Mas como la Historia tiene sus perpetuas curvas de idas y venidas, al llegar a la curva siguiente, allí donde el ciclo se cierra, allí donde se entra en crisis –como dirían los viejos filósofos griegos– allí donde se entra en cambios, donde las cosas varían de dirección, toda la actividad y quehacer que había señalado el periodo anterior de expansión y crecimiento, ahora se torna inercia y quietud. En la crisis, nada se hace: todo se destruye.

Ciertamente es tan poco lo que logramos comprender de nuestra historia, que a veces dentro de los momentos de acción, brillantes y culminantes, hay quien se atreve a distinguir seres que no hacen nada. Estos seres que no “hacen” nada son los artistas, los místicos, los filósofos, los pensadores. Dicen esto porque una idea no se come, la obra de arte tampoco, y la mística menos aún.

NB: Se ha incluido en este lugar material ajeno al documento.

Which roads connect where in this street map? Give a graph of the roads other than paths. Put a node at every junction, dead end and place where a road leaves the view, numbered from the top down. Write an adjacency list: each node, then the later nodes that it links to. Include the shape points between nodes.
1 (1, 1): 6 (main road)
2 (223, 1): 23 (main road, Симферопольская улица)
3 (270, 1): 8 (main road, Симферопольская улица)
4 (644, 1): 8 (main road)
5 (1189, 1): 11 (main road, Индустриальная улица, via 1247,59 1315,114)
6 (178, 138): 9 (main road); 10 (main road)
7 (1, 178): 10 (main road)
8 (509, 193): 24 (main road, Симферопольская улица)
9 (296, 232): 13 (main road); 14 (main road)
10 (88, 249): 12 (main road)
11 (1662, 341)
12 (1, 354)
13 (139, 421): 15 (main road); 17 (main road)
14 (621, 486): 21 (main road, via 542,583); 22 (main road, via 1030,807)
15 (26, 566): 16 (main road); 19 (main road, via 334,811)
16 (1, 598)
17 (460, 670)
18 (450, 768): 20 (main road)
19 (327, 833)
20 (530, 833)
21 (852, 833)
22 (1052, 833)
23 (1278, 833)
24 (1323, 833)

Mas la realidad es que todos necesitamos este tipo de acción. Hay quienes han confundido esta particularísima forma de acción, esta expresión propia del espíritu que se traduce para los seres humanos en religiosidad, en sentimiento, en belleza, en creaciones positivas, en ciencia. Las malas interpretaciones han llevado a una situación muy curiosa: a un no hacer teñido de mística, de arte, o de filosofía.

Y así, nos encontramos ante un montón de falsedades, de pseudo posturas que nos indican claramente que no estamos en un momento alto ni culminante, sino que nos hallamos precisamente en un momento de crisis, de caída. Tanta es la decadencia que hasta la acción se disfraza, y muestra su verdadera esencia de inercia, de inacción.

Hoy se piensa que para ser místico hay que cruzar las piernas, sentarse en posición de loto –padmasana, como dirían los orientales– concentrar el pensamiento y mirarse el tercer ojo…, después de haberlo dibujado previamente, claro.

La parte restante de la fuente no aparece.